Mary Oliver wrote, "This is the first, the wildest and the wisest thing I know: that the soul exists and is built entirely out of attentiveness."
We are not God(s). We do not 'make' things holy because they are not already; we honor the inherent holiness of the moment by bringing our full attention to it.
We move, we step, we speak, we take action as a gesture of honoring that holiness.
This is what we must do to stay human. (Kendra Cunov)

🌀 The Conscious Warrior makes death an ally, using it to sharpen his present actions, future plans, and current state of being. (John Wineland, Precept 11)

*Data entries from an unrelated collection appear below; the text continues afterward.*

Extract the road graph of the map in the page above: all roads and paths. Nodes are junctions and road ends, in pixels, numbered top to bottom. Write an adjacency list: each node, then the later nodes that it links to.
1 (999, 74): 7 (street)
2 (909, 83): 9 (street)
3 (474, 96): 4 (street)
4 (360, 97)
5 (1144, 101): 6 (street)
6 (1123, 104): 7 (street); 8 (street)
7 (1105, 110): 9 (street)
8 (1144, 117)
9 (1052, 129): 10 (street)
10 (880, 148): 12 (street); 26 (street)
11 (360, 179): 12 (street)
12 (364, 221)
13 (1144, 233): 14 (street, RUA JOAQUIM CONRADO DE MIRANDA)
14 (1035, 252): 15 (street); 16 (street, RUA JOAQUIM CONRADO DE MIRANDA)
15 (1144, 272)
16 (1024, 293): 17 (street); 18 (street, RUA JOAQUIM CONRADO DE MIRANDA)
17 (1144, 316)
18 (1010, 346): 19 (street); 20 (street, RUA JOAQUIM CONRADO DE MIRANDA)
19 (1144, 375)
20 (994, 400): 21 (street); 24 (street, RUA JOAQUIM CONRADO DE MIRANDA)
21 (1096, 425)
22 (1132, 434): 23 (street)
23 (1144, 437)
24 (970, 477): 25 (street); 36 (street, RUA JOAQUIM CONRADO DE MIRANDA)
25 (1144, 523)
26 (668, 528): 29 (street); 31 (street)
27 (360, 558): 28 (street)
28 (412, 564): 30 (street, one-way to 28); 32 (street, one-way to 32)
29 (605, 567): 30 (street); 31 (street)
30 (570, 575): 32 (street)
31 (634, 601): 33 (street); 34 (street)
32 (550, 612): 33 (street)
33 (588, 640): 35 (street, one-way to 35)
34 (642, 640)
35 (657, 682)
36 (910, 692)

🌀…the pathway to these treasures has a cost. In modern physics, the cost is known as, "for every action there's an equal reaction." In metaphysics, this cost is defined as the path you navigate through the world's disruptions to arrive at the sanctuary of your treasures. 
…be grateful that all paths can lead to whatever you desire. (GS&GK)

🌀 Thank you. (My beloved, my Oracle & Siren, She who must be ravished by my powerful presence)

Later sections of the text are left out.